### Exercise description
From the entries below, list each line with "street".

[Collected data entries]
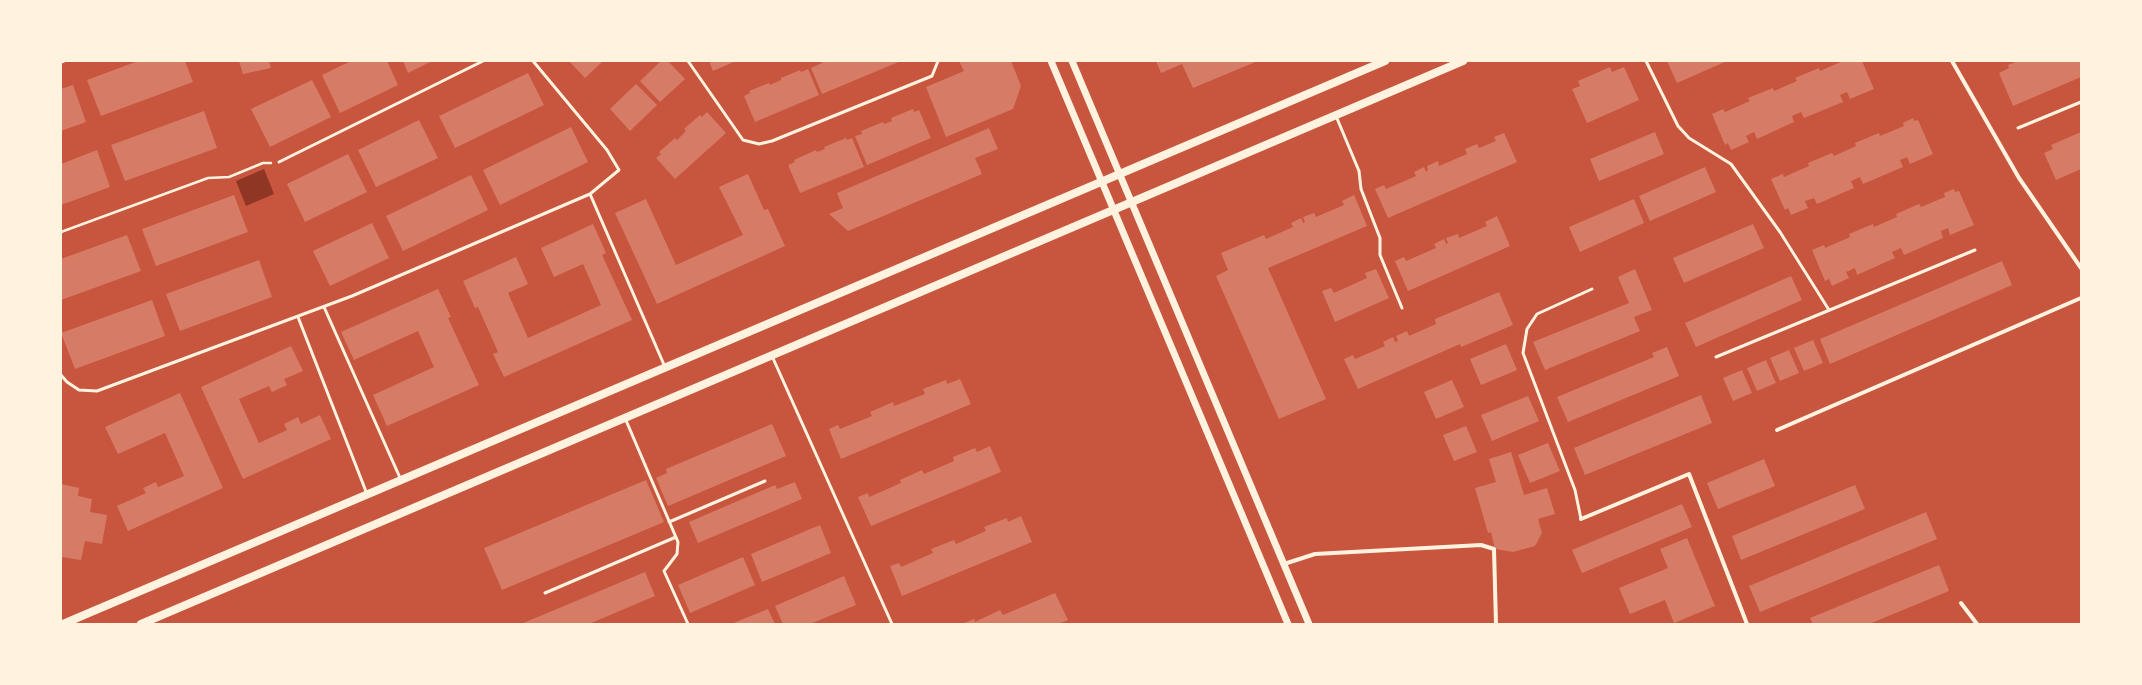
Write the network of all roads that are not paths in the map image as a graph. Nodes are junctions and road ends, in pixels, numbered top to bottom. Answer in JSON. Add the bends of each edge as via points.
{"nodes":[{"id":1,"x":64,"y":61,"type":"edge"},
{"id":2,"x":483,"y":61,"type":"edge"},
{"id":3,"x":533,"y":61,"type":"edge"},
{"id":4,"x":688,"y":61,"type":"edge"},
{"id":5,"x":938,"y":61,"type":"edge"},
{"id":6,"x":1051,"y":61,"type":"edge"},
{"id":7,"x":1072,"y":61,"type":"edge"},
{"id":8,"x":1385,"y":61,"type":"edge"},
{"id":9,"x":1463,"y":61,"type":"edge"},
{"id":10,"x":1646,"y":61,"type":"edge"},
{"id":11,"x":1952,"y":61,"type":"edge"},
{"id":12,"x":61,"y":62,"type":"edge"},
{"id":13,"x":2081,"y":102,"type":"edge"},
{"id":14,"x":1336,"y":116,"type":"junction"},
{"id":15,"x":2018,"y":128,"type":"dead end"},
{"id":16,"x":279,"y":162,"type":"road end"},
{"id":17,"x":1120,"y":174,"type":"junction"},
{"id":18,"x":1102,"y":182,"type":"junction"},
{"id":19,"x":590,"y":194,"type":"junction"},
{"id":20,"x":1132,"y":203,"type":"junction"},
{"id":21,"x":1114,"y":210,"type":"junction"},
{"id":22,"x":1974,"y":250,"type":"dead end"},
{"id":23,"x":2081,"y":268,"type":"edge"},
{"id":24,"x":1592,"y":289,"type":"dead end"},
{"id":25,"x":2081,"y":298,"type":"edge"},
{"id":26,"x":324,"y":307,"type":"junction"},
{"id":27,"x":1402,"y":308,"type":"dead end"},
{"id":28,"x":1829,"y":310,"type":"junction"},
{"id":29,"x":298,"y":317,"type":"junction"},
{"id":30,"x":772,"y":356,"type":"junction"},
{"id":31,"x":1716,"y":357,"type":"dead end"},
{"id":32,"x":666,"y":368,"type":"junction"},
{"id":33,"x":61,"y":375,"type":"edge"},
{"id":34,"x":624,"y":418,"type":"junction"},
{"id":35,"x":1777,"y":430,"type":"dead end"},
{"id":36,"x":401,"y":480,"type":"junction"},
{"id":37,"x":765,"y":481,"type":"dead end"},
{"id":38,"x":367,"y":495,"type":"junction"},
{"id":39,"x":1581,"y":519,"type":"joint"},
{"id":40,"x":670,"y":522,"type":"junction"},
{"id":41,"x":676,"y":537,"type":"junction"},
{"id":42,"x":1284,"y":564,"type":"junction"},
{"id":43,"x":546,"y":593,"type":"dead end"},
{"id":44,"x":1961,"y":603,"type":"dead end"},
{"id":45,"x":63,"y":624,"type":"edge"},
{"id":46,"x":142,"y":624,"type":"edge"},
{"id":47,"x":688,"y":624,"type":"edge"},
{"id":48,"x":892,"y":624,"type":"edge"},
{"id":49,"x":1288,"y":624,"type":"edge"},
{"id":50,"x":1309,"y":624,"type":"edge"},
{"id":51,"x":1496,"y":624,"type":"edge"},
{"id":52,"x":1747,"y":624,"type":"edge"},
{"id":53,"x":1977,"y":624,"type":"edge"}],
"edges":[{"from":1,"to":12,"type":"lane"},
{"from":2,"to":16,"type":"lane"},
{"from":3,"to":19,"type":"lane","via":[[607,150],[619,170]]},
{"from":4,"to":5,"type":"lane","via":[[743,140],[759,144],[932,76]]},
{"from":6,"to":18,"type":"street"},
{"from":7,"to":17,"type":"street"},
{"from":8,"to":17,"type":"main road"},
{"from":9,"to":14,"type":"main road"},
{"from":10,"to":28,"type":"lane","via":[[1678,126],[1688,138],[1731,164],[1780,232]]},
{"from":11,"to":23,"type":"street","via":[[2019,178]]},
{"from":13,"to":15,"type":"lane"},
{"from":14,"to":20,"type":"main road"},
{"from":14,"to":27,"type":"lane","via":[[1360,171],[1361,189],[1380,238],[1380,255]]},
{"from":17,"to":18,"type":"main road"},
{"from":17,"to":20,"type":"street"},
{"from":18,"to":21,"type":"street"},
{"from":18,"to":32,"type":"main road"},
{"from":19,"to":26,"type":"lane"},
{"from":19,"to":32,"type":"lane"},
{"from":20,"to":21,"type":"main road"},
{"from":20,"to":42,"type":"street"},
{"from":21,"to":30,"type":"main road"},
{"from":21,"to":49,"type":"street"},
{"from":22,"to":28,"type":"lane"},
{"from":24,"to":39,"type":"lane","via":[[1537,314],[1527,329],[1523,353],[1575,490]]},
{"from":25,"to":35,"type":"street"},
{"from":26,"to":29,"type":"lane"},
{"from":26,"to":36,"type":"lane"},
{"from":28,"to":31,"type":"lane"},
{"from":29,"to":33,"type":"lane","via":[[97,391],[79,390]]},
{"from":29,"to":38,"type":"lane"},
{"from":30,"to":34,"type":"main road"},
{"from":30,"to":48,"type":"lane"},
{"from":32,"to":36,"type":"main road"},
{"from":34,"to":40,"type":"lane"},
{"from":34,"to":46,"type":"main road"},
{"from":36,"to":38,"type":"main road"},
{"from":37,"to":40,"type":"lane"},
{"from":38,"to":45,"type":"main road"},
{"from":39,"to":52,"type":"street","via":[[1689,474]]},
{"from":40,"to":41,"type":"lane"},
{"from":41,"to":43,"type":"lane"},
{"from":41,"to":47,"type":"lane","via":[[677,554],[664,571]]},
{"from":42,"to":50,"type":"street"},
{"from":42,"to":51,"type":"street","via":[[1315,554],[1481,545],[1494,549]]},
{"from":44,"to":53,"type":"street"}]}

### Exercise answer
{"from":6,"to":18,"type":"street"},
{"from":7,"to":17,"type":"street"},
{"from":11,"to":23,"type":"street","via":[[2019,178]]},
{"from":17,"to":20,"type":"street"},
{"from":18,"to":21,"type":"street"},
{"from":20,"to":42,"type":"street"},
{"from":21,"to":49,"type":"street"},
{"from":25,"to":35,"type":"street"},
{"from":39,"to":52,"type":"street","via":[[1689,474]]},
{"from":42,"to":50,"type":"street"},
{"from":42,"to":51,"type":"street","via":[[1315,554],[1481,545],[1494,549]]},
{"from":44,"to":53,"type":"street"}]}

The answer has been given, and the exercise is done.